Boca Chica


Boca Chica is a municipality of the Santo Domingo province in the Dominican Republic. Within the municipality there is one municipal district : La Caleta. As of the 2012 census it had 123,510 inhabitants, 70,184 living in the city itself and 53,326 in its rural districts.
Boca Chica has a popular beach with the same name, located about 30 kilometers east of Santo Domingo de Guzmán in the south shore of the island of Hispaniola.

History

Boca Chica was originally developed by Dominican businessman and politician Juan Bautista Vicini Burgos, who established sugar plantations there in the early twentieth century. Vicini was very fond of the place but the golden era of Boca Chica came decades later in the 1950s, when dictator Rafael Leónidas Trujillo ordered the construction of a modern hotel named "Hotel Hamaca", which subsequently became an icon in the area. The hotel became more famous after Trujillo granted political asylum to the dictator Fulgencio Batista after the Cuban Revolution. During the 1950s and the 1960s, prominent families of the Dominican Republic built several summer properties along the beach only accessible by private transportation.
After the 1970s, the beach became increasingly more popular and public transportation helped to make Boca Chica a very crowded place; it was no longer a secluded beach for the elites as it had been during the '50s and '60s. The Hamaca hotel was closed after Hurricane David in 1979, and it remained closed and abandoned for more than twenty years which caused an economic decline in the area.
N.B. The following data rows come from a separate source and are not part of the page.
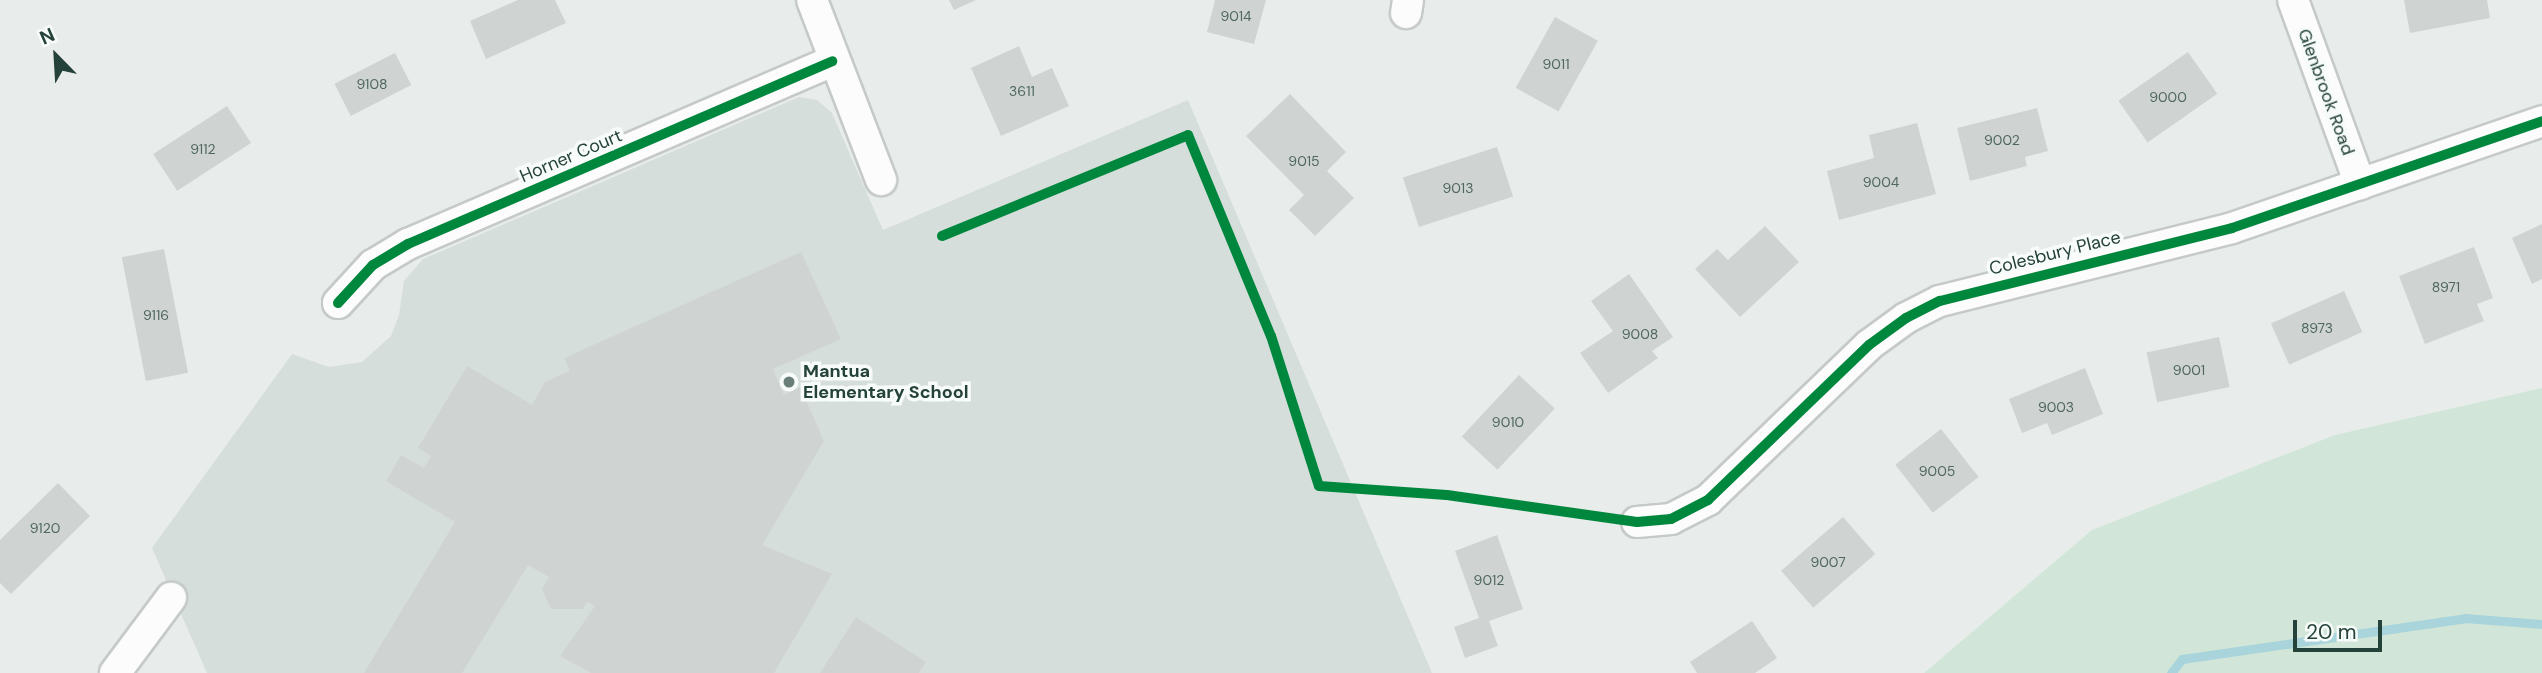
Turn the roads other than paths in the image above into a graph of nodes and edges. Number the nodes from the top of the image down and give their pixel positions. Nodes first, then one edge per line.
1 (812, 0) edge
2 (2293, 0) edge
3 (832, 61) junction
4 (2542, 121) edge
5 (881, 180) dead end
6 (2360, 184) junction
7 (338, 303) dead end
8 (1637, 522) dead end
9 (171, 598) dead end
10 (115, 673) edge

1 - 3 street
2 - 6 street, Glenbrook Road
3 - 5 street
3 - 7 street, Horner Court
4 - 6 street, Colesbury Place
6 - 8 street, Colesbury Place
9 - 10 street

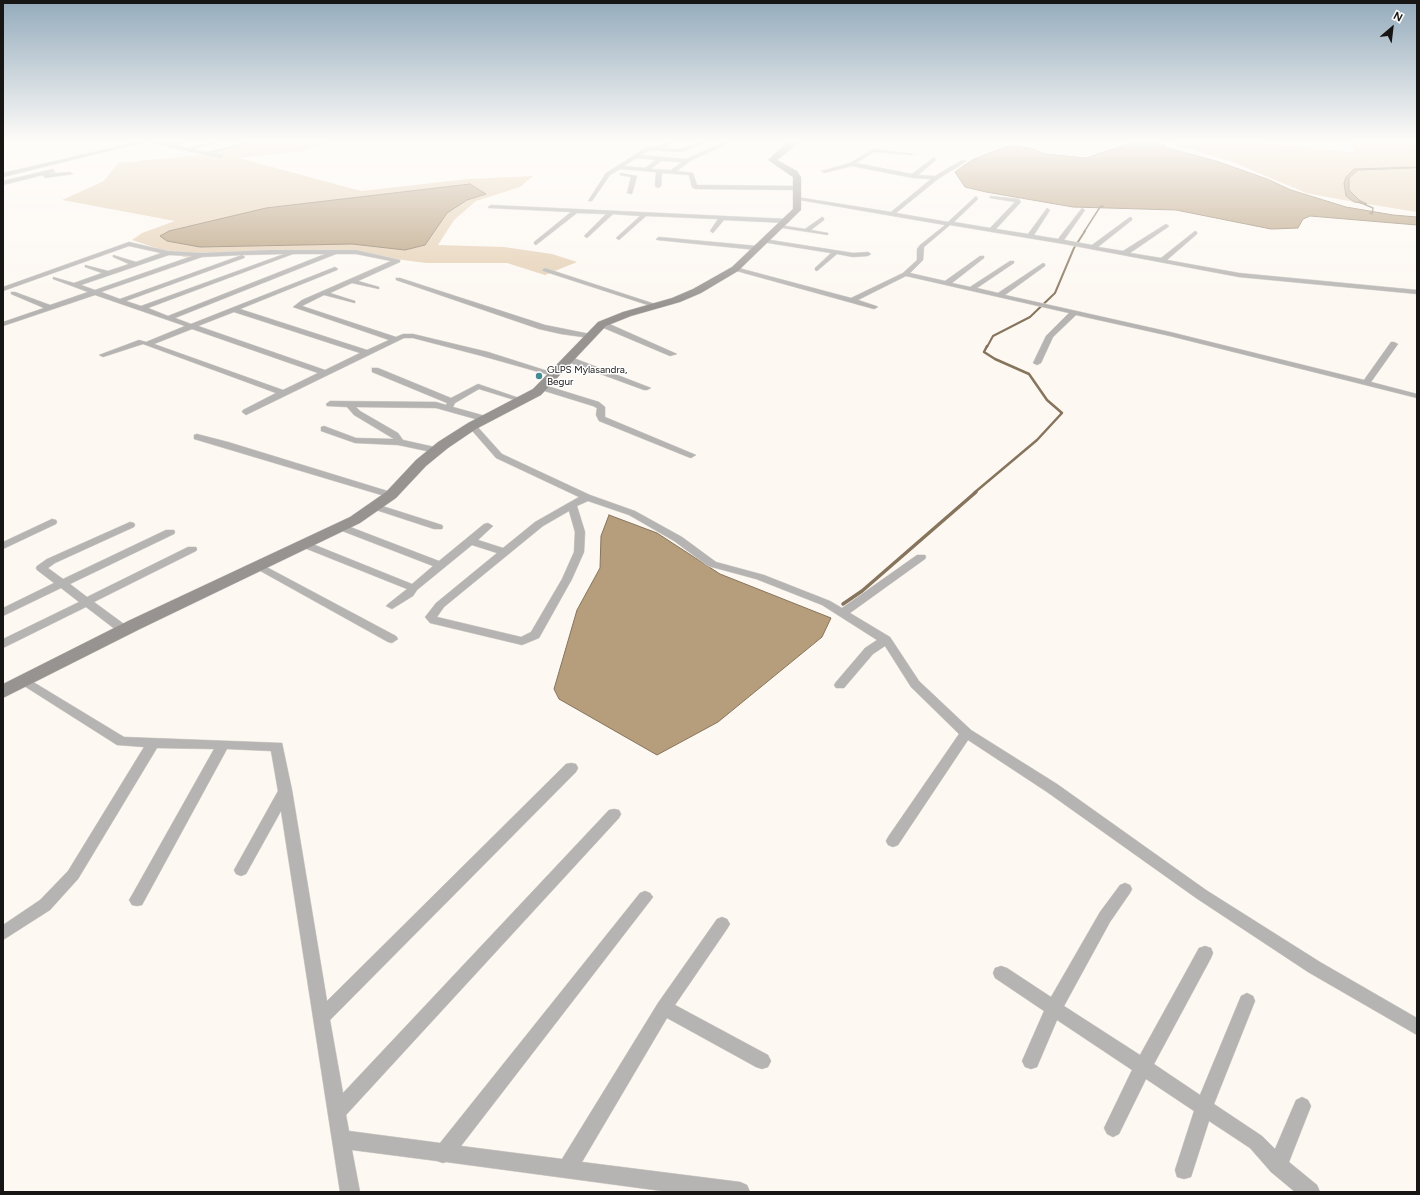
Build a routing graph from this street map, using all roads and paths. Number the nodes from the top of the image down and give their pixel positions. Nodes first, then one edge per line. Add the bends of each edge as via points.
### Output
1 (593, 196) edge
2 (798, 196) edge
3 (806, 196) edge
4 (914, 196) edge
5 (992, 197) dead end
6 (976, 198) dead end
7 (590, 200) dead end
8 (491, 207) dead end
9 (1047, 210) dead end
10 (1082, 210) dead end
11 (576, 211) junction
12 (611, 213) junction
13 (892, 214) junction
14 (644, 215) junction
15 (722, 218) junction
16 (822, 219) dead end
17 (1130, 219) dead end
18 (949, 223) junction
19 (783, 224) junction
20 (1166, 226) dead end
21 (992, 230) junction
22 (713, 231) dead end
23 (806, 231) junction
24 (1195, 233) dead end
25 (826, 234) dead end
26 (587, 236) dead end
27 (1030, 236) junction
28 (619, 238) dead end
29 (659, 239) dead end
30 (1060, 241) junction
31 (536, 243) dead end
32 (761, 244) junction
33 (1094, 247) junction
34 (337, 251) junction
35 (296, 252) junction
36 (168, 253) junction
37 (252, 253) junction
38 (835, 253) junction
39 (1125, 253) junction
40 (868, 254) dead end
41 (202, 255) junction
42 (115, 256) dead end
43 (982, 257) dead end
44 (1163, 260) junction
45 (1012, 262) dead end
46 (135, 264) junction
47 (1043, 265) dead end
48 (87, 266) dead end
49 (735, 269) junction
50 (817, 269) dead end
51 (335, 270) dead end
52 (379, 270) junction
53 (545, 270) dead end
54 (107, 273) junction
55 (905, 274) junction
56 (55, 278) dead end
57 (352, 281) junction
58 (947, 283) junction
59 (74, 285) junction
60 (377, 288) dead end
61 (3, 289) edge
62 (971, 289) junction
63 (95, 292) junction
64 (1417, 292) edge
65 (13, 293) dead end
66 (324, 293) junction
67 (1000, 295) junction
68 (120, 301) junction
69 (851, 301) junction
70 (354, 302) dead end
71 (656, 306) junction
72 (874, 307) dead end
73 (51, 308) junction
74 (142, 308) junction
75 (235, 310) junction
76 (1075, 312) junction
77 (169, 318) junction
78 (3, 324) edge
79 (602, 324) junction
80 (193, 326) junction
81 (590, 336) junction
82 (396, 339) junction
83 (142, 342) dead end
84 (1394, 344) dead end
85 (367, 353) junction
86 (673, 354) dead end
87 (102, 355) dead end
88 (568, 360) junction
89 (1037, 363) dead end
90 (375, 370) dead end
91 (326, 373) junction
92 (553, 374) junction
93 (1366, 383) junction
94 (541, 388) junction
95 (647, 388) dead end
96 (283, 393) junction
97 (1417, 396) edge
98 (521, 400) junction
99 (330, 404) dead end
100 (449, 405) junction
101 (351, 406) junction
102 (246, 412) dead end
103 (486, 419) junction
104 (472, 426) junction
105 (324, 429) dead end
106 (197, 437) dead end
107 (398, 442) junction
108 (436, 450) junction
109 (692, 455) dead end
110 (391, 495) junction
111 (587, 497) junction
112 (572, 505) junction
113 (376, 507) junction
114 (52, 522) dead end
115 (130, 525) dead end
116 (488, 526) dead end
117 (341, 527) junction
118 (438, 527) dead end
119 (170, 532) dead end
120 (471, 541) junction
121 (306, 545) junction
122 (3, 546) edge
123 (192, 549) dead end
124 (505, 552) junction
125 (921, 557) dead end
126 (259, 566) junction
127 (439, 566) junction
128 (62, 583) junction
129 (413, 588) junction
130 (87, 602) junction
131 (392, 606) dead end
132 (3, 612) edge
133 (842, 613) junction
134 (124, 630) junction
135 (392, 638) dead end
136 (886, 640) junction
137 (3, 644) edge
138 (24, 681) junction
139 (840, 684) dead end
140 (3, 692) edge
141 (966, 732) junction
142 (153, 743) junction
143 (223, 744) junction
144 (570, 768) dead end
145 (284, 790) junction
146 (614, 814) dead end
147 (893, 841) dead end
148 (242, 870) dead end
149 (1125, 889) dead end
150 (645, 896) dead end
151 (137, 900) dead end
152 (722, 924) dead end
153 (3, 933) edge
154 (1205, 953) dead end
155 (1001, 973) dead end
156 (1247, 1001) dead end
157 (664, 1008) junction
158 (1054, 1008) junction
159 (322, 1017) junction
160 (1417, 1027) edge
161 (762, 1061) dead end
162 (1030, 1061) dead end
163 (1143, 1067) junction
164 (1302, 1106) dead end
165 (1204, 1107) junction
166 (337, 1112) junction
167 (1113, 1128) dead end
168 (342, 1139) junction
169 (443, 1154) junction
170 (1278, 1165) junction
171 (567, 1169) junction
172 (1184, 1170) dead end
173 (350, 1192) edge
174 (740, 1192) edge
175 (1310, 1192) edge

1 - 7 street
2 - 19 street via 797,210
3 - 13 street
4 - 13 street
5 - 21 street via 1019,201
6 - 18 street
8 - 11 street
9 - 27 street
10 - 30 street
11 - 12 street
11 - 31 street
12 - 14 street
12 - 26 street
13 - 18 street
14 - 15 street
14 - 28 street
15 - 19 street
15 - 22 street
16 - 23 street
17 - 33 street
18 - 21 street
18 - 55 street via 922,246 920,260
19 - 23 street
19 - 32 street
20 - 39 street
21 - 27 street
23 - 25 street
24 - 44 street
27 - 30 street
29 - 32 street
30 - 33 street
32 - 38 street
32 - 49 street
33 - 39 street
34 - 35 street
34 - 52 street via 398,260
34 - 77 street
35 - 37 street
35 - 74 street
36 - 41 street
36 - 46 street
36 - 61 street via 129,244
37 - 41 street
37 - 68 street
38 - 40 street via 853,256
38 - 50 street
39 - 44 street
41 - 63 street
42 - 46 street
43 - 58 street
44 - 64 street via 1240,275
45 - 62 street
46 - 54 street
47 - 67 street
48 - 54 street
49 - 69 street
49 - 71 street via 697,291
51 - 75 street
52 - 57 street
52 - 81 street via 548,329
53 - 71 street
54 - 59 street
55 - 58 street
55 - 69 street
56 - 59 street
57 - 60 street
57 - 66 street
58 - 62 street
59 - 63 street
62 - 67 street
63 - 68 street
63 - 73 street
65 - 73 street
66 - 70 street
66 - 82 street via 300,303 297,307
67 - 76 street
68 - 74 street
69 - 72 street
71 - 79 street
73 - 78 street
74 - 77 street
75 - 80 street
75 - 85 street
76 - 89 street via 1050,336
76 - 93 street
77 - 80 street
79 - 81 street
79 - 86 street
80 - 91 street
80 - 96 street via 147,344
81 - 88 street
82 - 85 street
82 - 92 street via 413,336
83 - 87 street
84 - 93 street
85 - 91 street
88 - 92 street
88 - 95 street
90 - 100 street
91 - 96 street
92 - 94 street
93 - 97 street
94 - 98 street
94 - 109 street via 596,404 601,407 602,419
96 - 102 street
98 - 100 street via 478,386
98 - 103 street
99 - 101 street
100 - 101 street
100 - 103 street
101 - 107 street via 357,413 399,438
103 - 104 street
104 - 108 street
104 - 111 street via 499,456
105 - 107 street via 355,440
106 - 110 street
107 - 108 street
108 - 110 street
110 - 113 street
111 - 112 street
111 - 133 street via 632,513 678,539 712,564 760,578 826,603
112 - 124 street via 538,524
112 - 124 street via 580,532 579,552 535,636 522,641 434,620 431,617 436,609
113 - 117 street
113 - 118 street
114 - 122 street
115 - 128 street via 41,568
116 - 120 street
117 - 121 street
117 - 127 street
119 - 128 street
120 - 124 street
120 - 127 street
121 - 126 street
121 - 129 street
123 - 130 street
125 - 133 street
126 - 134 street
126 - 135 street
127 - 129 street
128 - 130 street
128 - 132 street
129 - 131 street
130 - 134 street
130 - 137 street
133 - 136 street
134 - 138 street
136 - 139 street via 869,651
136 - 141 street via 915,684
138 - 140 street
138 - 142 street via 122,742
141 - 147 street
141 - 160 street via 1052,788 1201,894 1314,967
142 - 143 street
142 - 153 street via 73,875 44,905
143 - 145 street via 277,746
143 - 151 street
144 - 159 street
145 - 148 street
145 - 159 street
146 - 166 street
149 - 158 street via 1105,917
150 - 169 street
152 - 157 street
154 - 163 street
155 - 158 street
156 - 165 street
157 - 161 street
157 - 171 street
158 - 162 street
158 - 163 street
159 - 166 street
163 - 165 street
163 - 167 street
164 - 170 street
165 - 170 street via 1256,1142
165 - 172 street
166 - 168 street
168 - 169 street
168 - 173 street
169 - 171 street
170 - 175 street
171 - 174 street

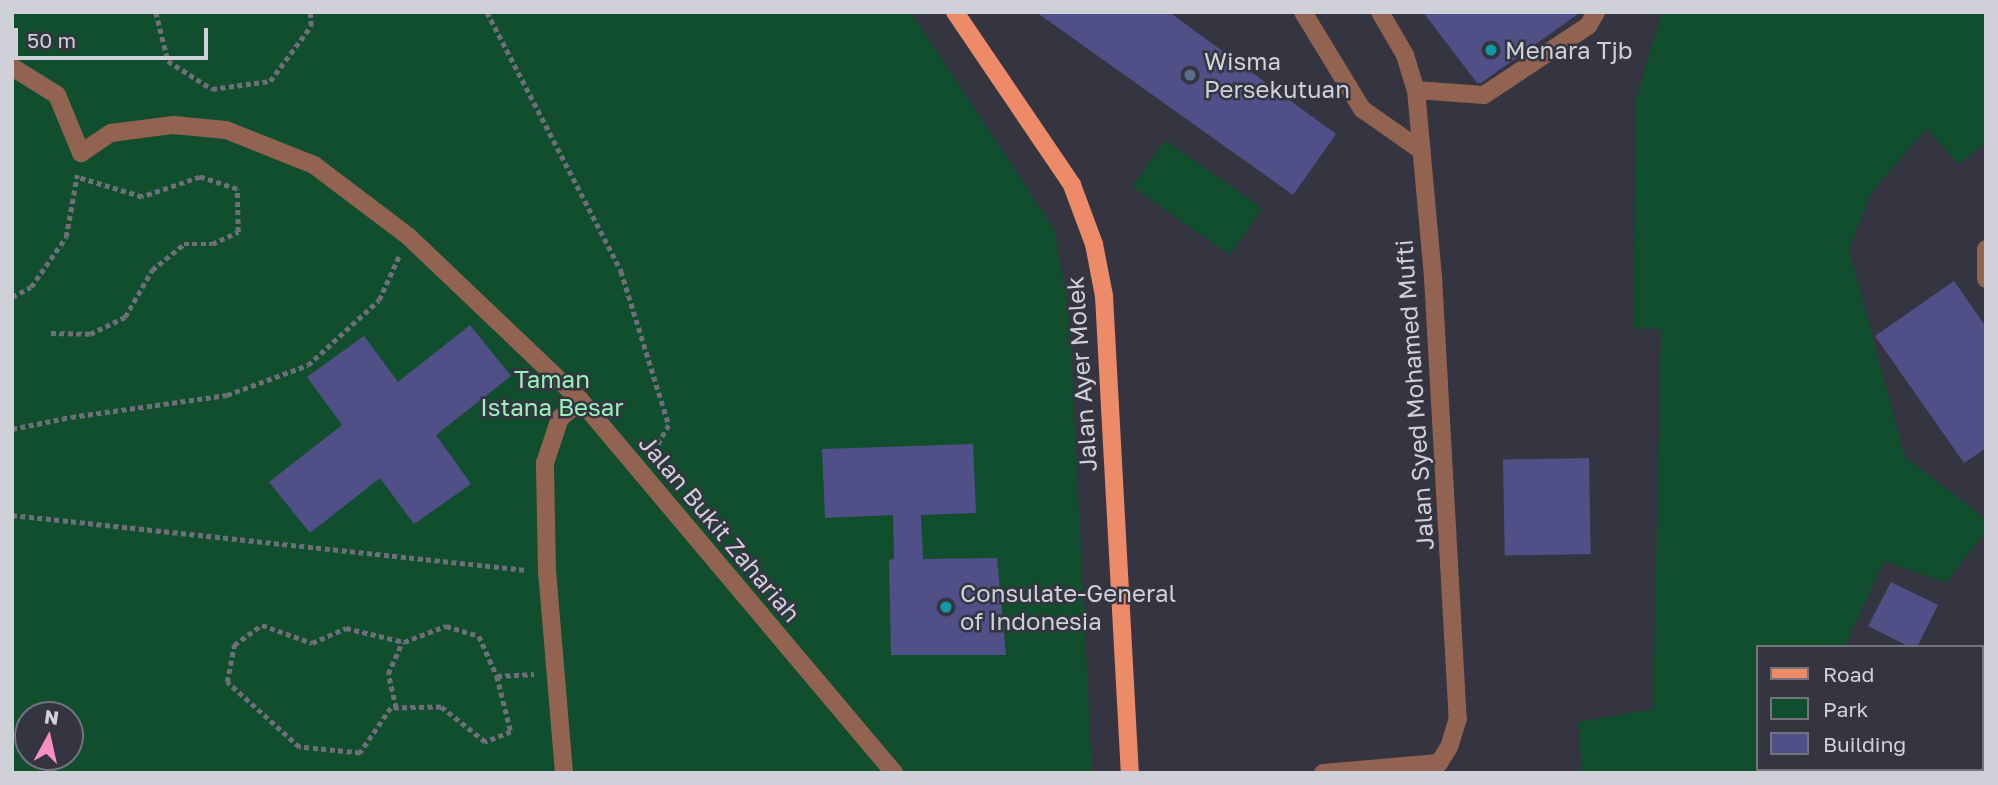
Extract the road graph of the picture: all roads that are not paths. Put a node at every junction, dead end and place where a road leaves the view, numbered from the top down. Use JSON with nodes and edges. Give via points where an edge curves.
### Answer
{"nodes":[{"id":1,"x":955,"y":12,"type":"edge"},
{"id":2,"x":1303,"y":12,"type":"edge"},
{"id":3,"x":1380,"y":12,"type":"edge"},
{"id":4,"x":1596,"y":12,"type":"edge"},
{"id":5,"x":12,"y":66,"type":"edge"},
{"id":6,"x":1416,"y":90,"type":"junction"},
{"id":7,"x":1422,"y":151,"type":"junction"},
{"id":8,"x":1986,"y":249,"type":"edge"},
{"id":9,"x":1986,"y":279,"type":"edge"},
{"id":10,"x":582,"y":401,"type":"junction"},
{"id":11,"x":1446,"y":768,"type":"edge"},
{"id":12,"x":1408,"y":769,"type":"edge"},
{"id":13,"x":564,"y":773,"type":"edge"},
{"id":14,"x":894,"y":773,"type":"edge"},
{"id":15,"x":1130,"y":773,"type":"edge"},
{"id":16,"x":1323,"y":773,"type":"edge"}],
"edges":[{"from":1,"to":15,"type":"main road","name":"Jalan Ayer Molek","via":[[1072,185],[1094,244],[1104,296]]},
{"from":2,"to":7,"type":"street","via":[[1362,109]]},
{"from":3,"to":6,"type":"street","name":"Jalan Syed Mohamed Mufti","via":[[1405,55]]},
{"from":4,"to":6,"type":"street","via":[[1588,26],[1484,96]]},
{"from":5,"to":10,"type":"street","name":"Jalan Bukit Zahariah","via":[[57,95],[81,153],[111,133],[173,125],[226,130],[314,165],[408,236]]},
{"from":6,"to":7,"type":"street","name":"Jalan Syed Mohamed Mufti"},
{"from":7,"to":11,"type":"street","name":"Jalan Syed Mohamed Mufti","via":[[1458,718]]},
{"from":8,"to":9,"type":"street"},
{"from":10,"to":13,"type":"street","via":[[559,418],[545,463],[547,572]]},
{"from":10,"to":14,"type":"street","name":"Jalan Bukit Zahariah"},
{"from":11,"to":12,"type":"street"},
{"from":12,"to":16,"type":"street"}]}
It was reopened in the early 1990s, and the beach remains popular among the lower class.

Geography

Boca Chica's proximity to the city of Santo Domingo, its clear blue waters and white sand have made it one the busiest beaches in the Dominican Republic, especially on weekends and holidays, because it is 30 km away from Santo Domingo. Boca Chica has two small islands Los Pinos, which were made with sand from the dredging of the Andrés port in the 1950s and La Matica and La Piedra, mangrove cays, submerged vascular plants and habitat for various species of birds. The beach has a natural breakwater, as well as a fresh water spring, coming from the Brujuelas underground river.

Characteristics

The short distance from the capital city, the crystalline waters and the white sands turned Boca Chica into the most crowded beach of the Dominican Republic, especially on weekends and holidays. Boca Chica beach has immaculate fine sand. You can walk in the water and the depth will barely change, the water will be to your waist all the time. Boca Chica has two small islands, Los Pinos and La Matica, and two marinas.
There are several bars, restaurants, pizza stands, souvenirs stalls and loud music throughout most of the day; all this along the beach sand very close to the shore. In the evening, Boca Chica transforms itself into a town of party bars.